The season finale this year is set to be a thriller, with the driver's championship still open and the weather possibly intervening with a straightforward race. However, that doesn't mean the technical challenges are present, so here is what Interlagos looks like to the engineers.

Interlagos has the highest altitude of the year, an average of 800m above sea level. As the altitude increases the air pressure drops and the air is thinner with a lower oxygen content. With less oxygen available for the fuel to burn, power output drops. For every 100m the engine loses around 1% of its potential power output, meaning the engines will produce around 8% less power than at a sea-level race such as Korea.

In addition to the high altitude, the rise and fall of the local topography gives a total elevation change of 150ft over the course of a lap. Correspondingly the local ambient pressure varies by approximately 5 mbar so the engine will require approximately 0.5% less fuel at the peak of the circuit than at the lowest point.

Interlagos has however one of the lowest fuel consumption rates per kilometre due to the high altitude and lower air density so a lower fuel level may also be used to achieve the optimum air-to-fuel ratio.

The weather over the weekend is scheduled to be wet, which will affect the power settings available to drivers as the high water content in the air will again reduce the amount of oxygen available to burn. To combat any further loss of power, engineers may use richer engine and fuel mixes.
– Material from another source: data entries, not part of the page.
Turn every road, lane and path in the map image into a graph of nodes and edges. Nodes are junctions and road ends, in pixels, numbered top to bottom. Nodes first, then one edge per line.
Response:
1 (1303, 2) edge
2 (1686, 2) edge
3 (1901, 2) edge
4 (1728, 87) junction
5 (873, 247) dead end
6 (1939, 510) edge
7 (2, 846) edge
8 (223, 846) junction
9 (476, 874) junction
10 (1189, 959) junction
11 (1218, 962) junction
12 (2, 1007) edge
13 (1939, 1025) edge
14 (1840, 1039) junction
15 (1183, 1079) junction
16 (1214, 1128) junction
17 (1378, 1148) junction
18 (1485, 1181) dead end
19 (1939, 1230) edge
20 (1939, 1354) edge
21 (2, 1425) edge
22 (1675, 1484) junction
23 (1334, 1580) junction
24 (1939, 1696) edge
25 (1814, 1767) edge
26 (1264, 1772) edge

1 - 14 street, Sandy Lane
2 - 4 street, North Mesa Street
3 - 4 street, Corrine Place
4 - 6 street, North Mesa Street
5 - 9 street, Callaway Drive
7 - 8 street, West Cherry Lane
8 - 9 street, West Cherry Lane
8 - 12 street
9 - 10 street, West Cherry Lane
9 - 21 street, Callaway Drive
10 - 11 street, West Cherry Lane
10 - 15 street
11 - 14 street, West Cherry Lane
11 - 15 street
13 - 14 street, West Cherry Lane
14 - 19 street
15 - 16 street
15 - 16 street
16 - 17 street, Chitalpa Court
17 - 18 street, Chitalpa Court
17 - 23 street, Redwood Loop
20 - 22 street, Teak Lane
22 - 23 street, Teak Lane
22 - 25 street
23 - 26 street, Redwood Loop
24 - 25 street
There are fewer risks involved in doing this at Interlagos than normal since the lower ambient pressure gives the internals of the engine an easier life.

There have already been several off camber corners this season where the lubricants are ‘squashed’ to one side, but there are no more obvious examples of this phenomenon than the first corner of Interlagos, the Senna S. This off camber left hander drops sharply downhill, putting the cars an angle of approx 30°. Higher fuel and lubricant levels may be used to safeguard against any momentary stall as the fluids drop suddenly to one side of the tank, and fuel collectors are often designed with this corner in mind as it is the most severe of the season.
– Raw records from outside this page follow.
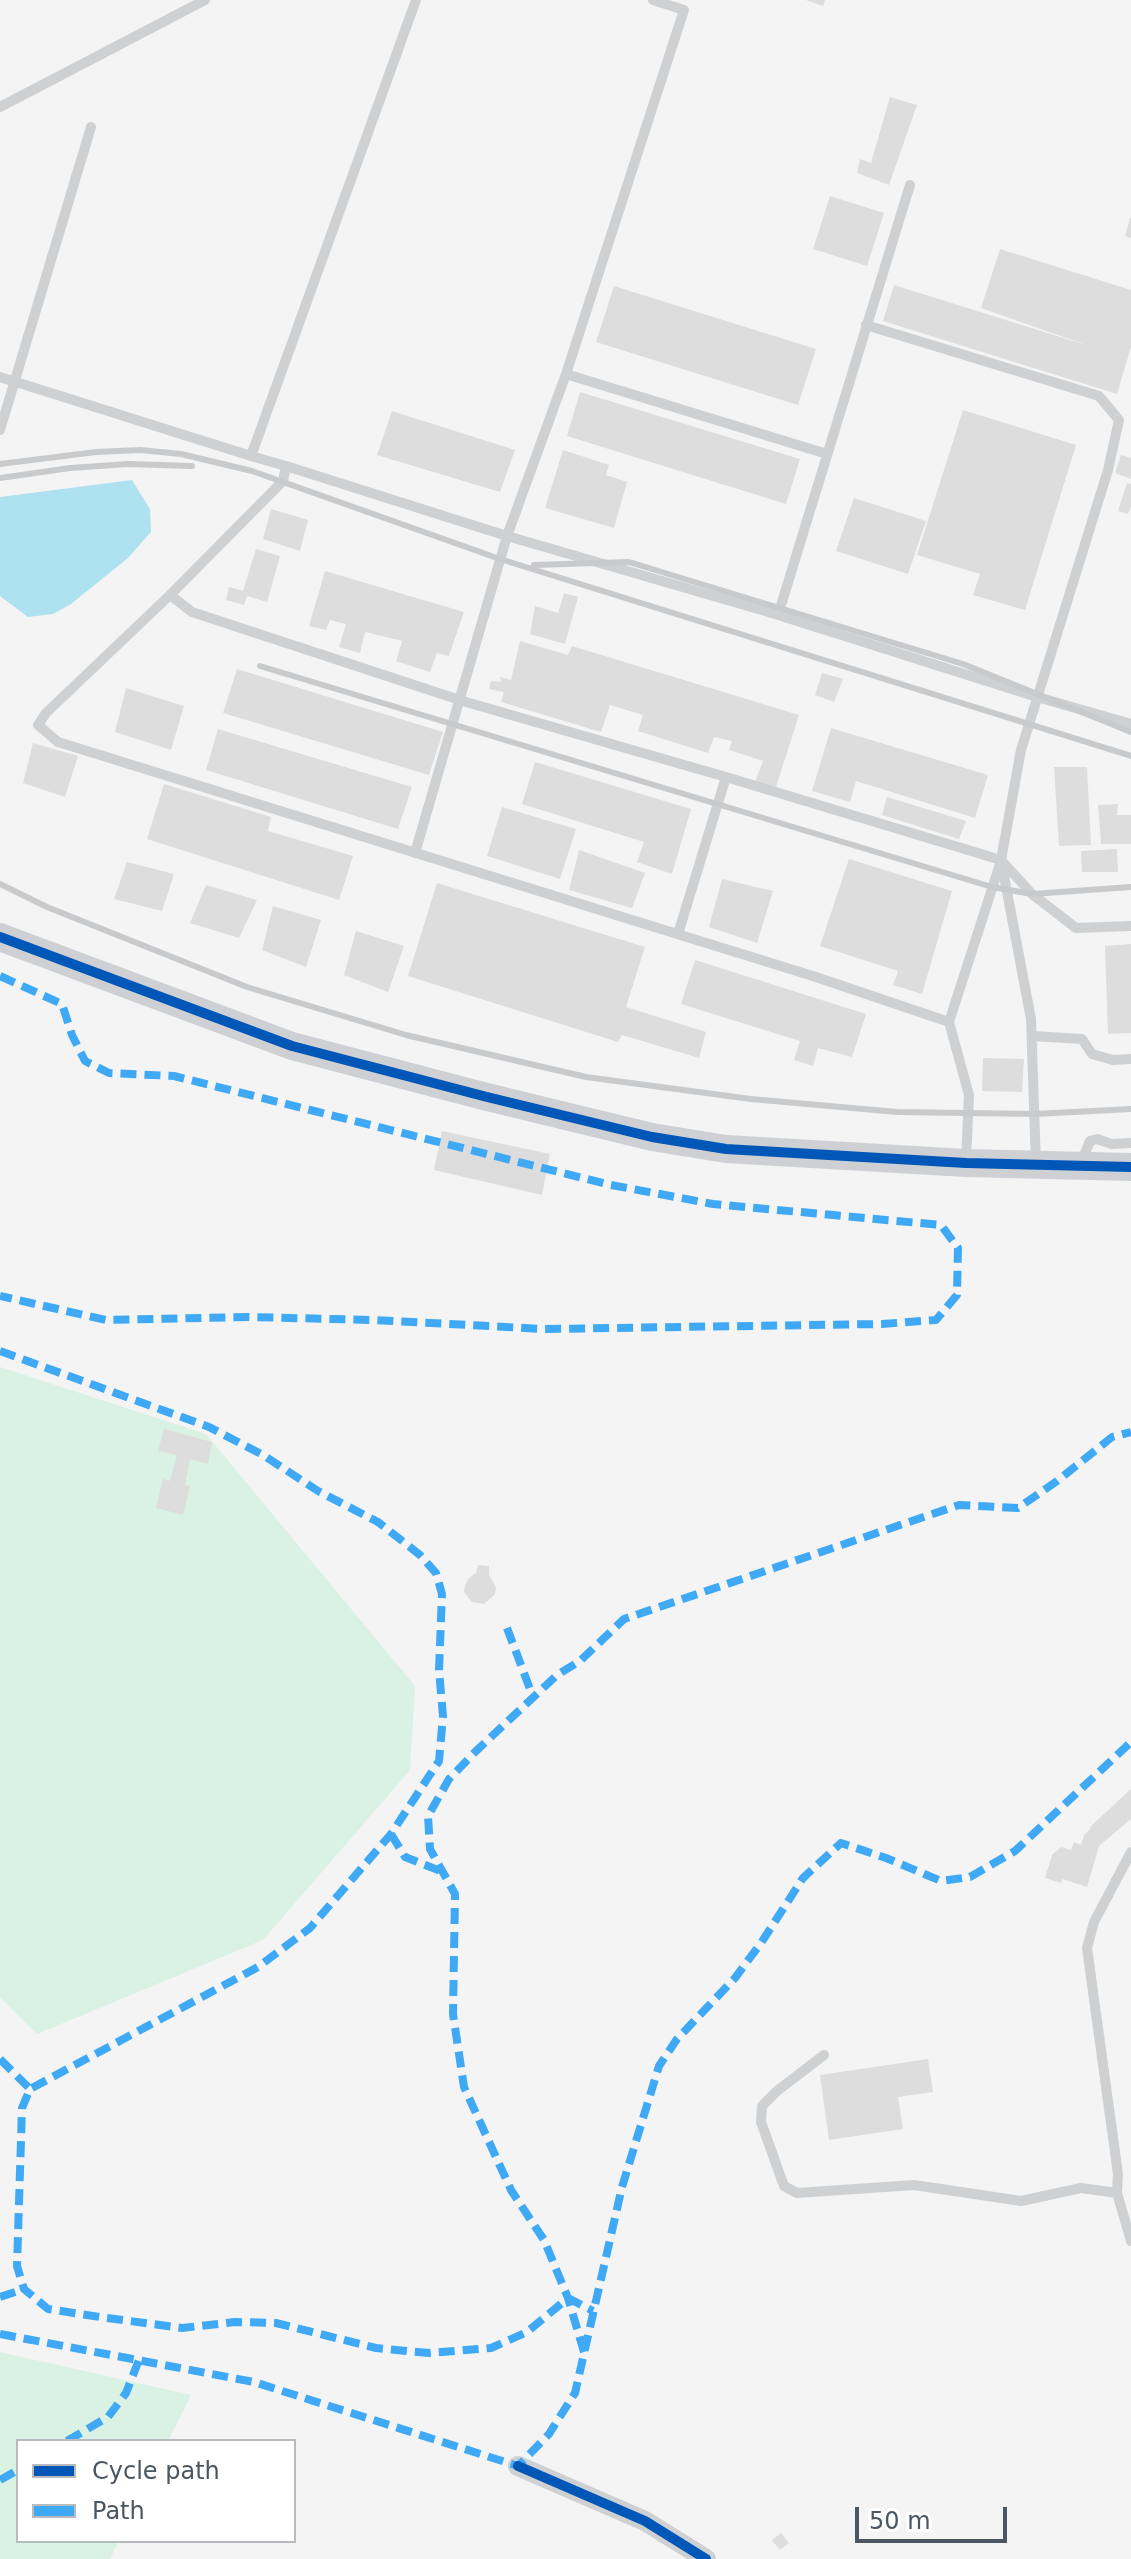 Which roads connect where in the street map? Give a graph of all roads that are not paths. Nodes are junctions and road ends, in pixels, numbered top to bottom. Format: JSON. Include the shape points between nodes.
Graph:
{"nodes":[{"id":1,"x":205,"y":0,"type":"edge"},
{"id":2,"x":416,"y":0,"type":"edge"},
{"id":3,"x":653,"y":0,"type":"edge"},
{"id":4,"x":0,"y":107,"type":"edge"},
{"id":5,"x":91,"y":127,"type":"dead end"},
{"id":6,"x":910,"y":185,"type":"dead end"},
{"id":7,"x":866,"y":325,"type":"junction"},
{"id":8,"x":566,"y":374,"type":"junction"},
{"id":9,"x":0,"y":377,"type":"edge"},
{"id":10,"x":14,"y":382,"type":"junction"},
{"id":11,"x":0,"y":430,"type":"edge"},
{"id":12,"x":827,"y":454,"type":"junction"},
{"id":13,"x":251,"y":456,"type":"junction"},
{"id":14,"x":286,"y":466,"type":"junction"},
{"id":15,"x":507,"y":536,"type":"junction"},
{"id":16,"x":170,"y":595,"type":"junction"},
{"id":17,"x":778,"y":615,"type":"junction"},
{"id":18,"x":1037,"y":697,"type":"junction"},
{"id":19,"x":459,"y":699,"type":"junction"},
{"id":20,"x":1131,"y":724,"type":"edge"},
{"id":21,"x":726,"y":777,"type":"junction"},
{"id":22,"x":415,"y":853,"type":"junction"},
{"id":23,"x":1001,"y":860,"type":"junction"},
{"id":24,"x":1131,"y":926,"type":"edge"},
{"id":25,"x":678,"y":934,"type":"junction"},
{"id":26,"x":0,"y":937,"type":"edge"},
{"id":27,"x":949,"y":1022,"type":"junction"},
{"id":28,"x":1032,"y":1036,"type":"junction"},
{"id":29,"x":1131,"y":1059,"type":"edge"},
{"id":30,"x":1131,"y":1143,"type":"edge"},
{"id":31,"x":966,"y":1163,"type":"junction"},
{"id":32,"x":1036,"y":1166,"type":"junction"},
{"id":33,"x":1080,"y":1166,"type":"junction"},
{"id":34,"x":1131,"y":1167,"type":"edge"},
{"id":35,"x":1131,"y":1852,"type":"edge"},
{"id":36,"x":824,"y":2055,"type":"dead end"},
{"id":37,"x":1117,"y":2193,"type":"junction"},
{"id":38,"x":1131,"y":2241,"type":"edge"},
{"id":39,"x":518,"y":2466,"type":"dead end"},
{"id":40,"x":706,"y":2559,"type":"edge"}],
"edges":[{"from":1,"to":4,"type":"lane"},
{"from":2,"to":13,"type":"lane"},
{"from":3,"to":8,"type":"lane","via":[[684,10]]},
{"from":5,"to":10,"type":"lane"},
{"from":6,"to":7,"type":"lane"},
{"from":7,"to":12,"type":"lane"},
{"from":7,"to":18,"type":"lane","via":[[1099,396],[1119,420]]},
{"from":8,"to":12,"type":"lane"},
{"from":8,"to":15,"type":"lane"},
{"from":9,"to":10,"type":"lane"},
{"from":10,"to":11,"type":"lane"},
{"from":10,"to":13,"type":"lane"},
{"from":12,"to":17,"type":"lane"},
{"from":13,"to":14,"type":"lane"},
{"from":14,"to":15,"type":"lane"},
{"from":14,"to":16,"type":"lane","via":[[283,481]]},
{"from":15,"to":17,"type":"lane"},
{"from":15,"to":19,"type":"lane"},
{"from":16,"to":19,"type":"lane","via":[[192,612]]},
{"from":16,"to":22,"type":"lane","via":[[38,725],[58,742]]},
{"from":17,"to":18,"type":"lane"},
{"from":18,"to":20,"type":"lane"},
{"from":18,"to":23,"type":"lane","via":[[1021,750]]},
{"from":19,"to":21,"type":"lane"},
{"from":19,"to":22,"type":"lane"},
{"from":21,"to":23,"type":"lane"},
{"from":21,"to":25,"type":"lane"},
{"from":22,"to":25,"type":"lane"},
{"from":23,"to":24,"type":"lane","via":[[1032,894],[1076,928]]},
{"from":23,"to":27,"type":"lane"},
{"from":23,"to":28,"type":"lane"},
{"from":25,"to":27,"type":"lane"},
{"from":26,"to":31,"type":"street","via":[[292,1046],[652,1137],[726,1149]]},
{"from":27,"to":31,"type":"lane","via":[[969,1095]]},
{"from":28,"to":29,"type":"lane","via":[[1082,1039],[1092,1054]]},
{"from":28,"to":32,"type":"lane"},
{"from":30,"to":33,"type":"lane","via":[[1090,1141]]},
{"from":31,"to":32,"type":"street"},
{"from":32,"to":33,"type":"street"},
{"from":33,"to":34,"type":"street"},
{"from":35,"to":37,"type":"lane","via":[[1094,1922],[1087,1948]]},
{"from":36,"to":37,"type":"lane","via":[[762,2106],[761,2122],[784,2186],[797,2193],[914,2185],[1021,2201],[1081,2188]]},
{"from":37,"to":38,"type":"lane"},
{"from":39,"to":40,"type":"street","via":[[645,2521]]}]}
Interlagos is the bumpiest permanent track of the year due to the intense weather conditions, relative lack of use and location. The large bumps can make the car temporarily ‘take off’. Even if it’s just for a second, with no load running through the wheels the engine suddenly hits the rev limiter, which puts the internal parts under huge stress.

Good to know:

- From the last 10 races at Interlagos, 6 saw at least one safety car deployments

- In the last 10 races, only twice did the polesitter win the race (2006, 2008)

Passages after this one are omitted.